Macro- and nanotribological properties of organosilane monolayers prepared by a chemical vapor adsorption method on silicon substrates

Abstract

Organosilane monolayers are novel ultrathin films used to control the physicochemical properties, such as friction and wear, of solid surfaces. In this study, the authors prepared alkylsilane and fluoroalkylsilane monolayers with a series of chain lengths by a chemical vapor adsorption method. The monolayers’ tribological properties were investigated by lateral force microscope (LFM) and friction tester. LFM nanoscale measurements of tribological properties showed that alkylsilane monolayer gave lower lateral force than the Si substrate surface. The lateral force decreased as the length of the alkyl chain increased. On the macroscale, friction test revealed that the organosilane monolayers gave lower dynamic friction coefficients than the Si substrate surface in air at room temperature.

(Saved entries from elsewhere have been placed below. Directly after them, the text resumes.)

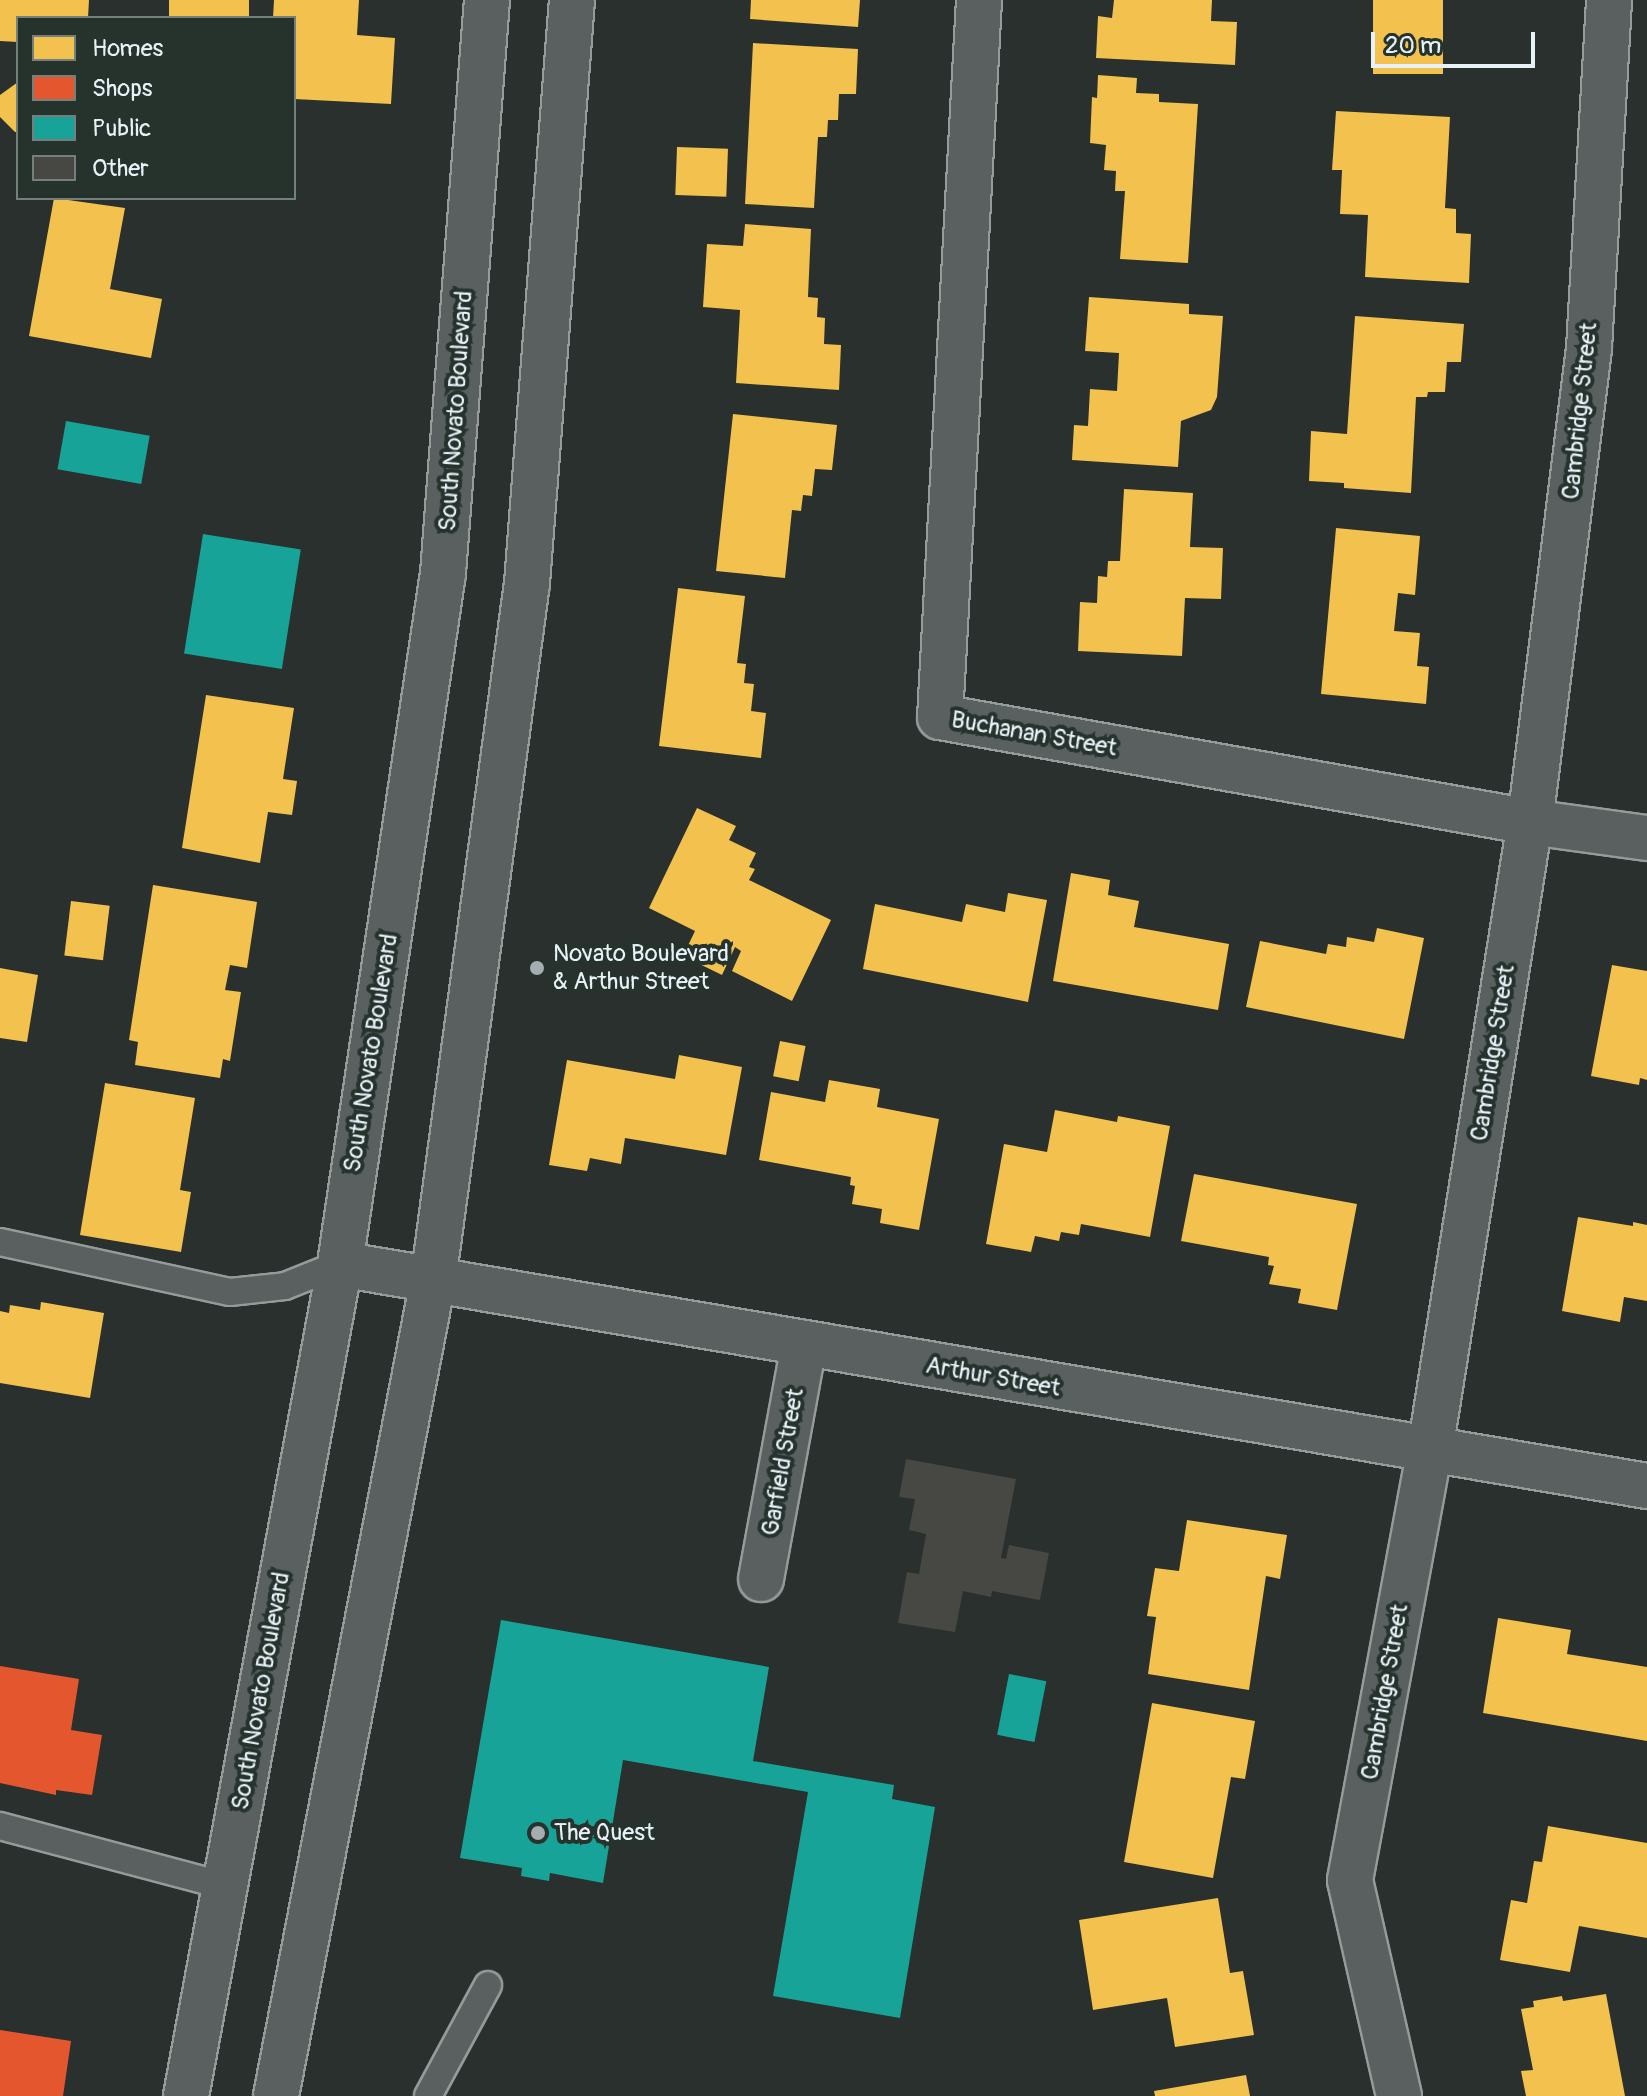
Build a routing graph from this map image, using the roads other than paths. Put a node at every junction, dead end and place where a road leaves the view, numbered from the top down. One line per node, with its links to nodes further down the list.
1 (487, 0): 8 (street, South Novato Boulevard)
2 (572, 0): 9 (street)
3 (979, 0): 5 (street, Buchanan Street)
4 (1609, 0): 5 (street, Cambridge Street)
5 (1530, 822): 6 (street, Buchanan Street); 11 (street, Cambridge Street)
6 (1647, 838)
7 (0, 1242): 8 (lane)
8 (340, 1264): 9 (street, Arthur Street); 15 (street, South Novato Boulevard)
9 (433, 1281): 10 (street, Arthur Street); 18 (street)
10 (804, 1345): 11 (street, Arthur Street); 13 (street, Garfield Street)
11 (1430, 1450): 12 (street, Arthur Street); 20 (street, Cambridge Street)
12 (1647, 1486)
13 (761, 1579)
14 (0, 1826): 15 (lane)
15 (225, 1886): 17 (street, South Novato Boulevard)
16 (488, 1985): 19 (lane)
17 (186, 2096)
18 (276, 2096)
19 (428, 2096)
20 (1399, 2096)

The longer the alkyl chain, the greater the wear resistance of the organosilane monolayers. Friction experiments using tetradecane as a lubricant showed better tribological properties than were obtained in air. Furthermore, microscopically line-patterned two-component organosilane monolayers were prepared and their macroscopic friction behavior was investigated. Even though the height difference between the two-components was less than 1 nm, friction force anisotropy between the parallel and perpendicular directions against the line pattern was observed.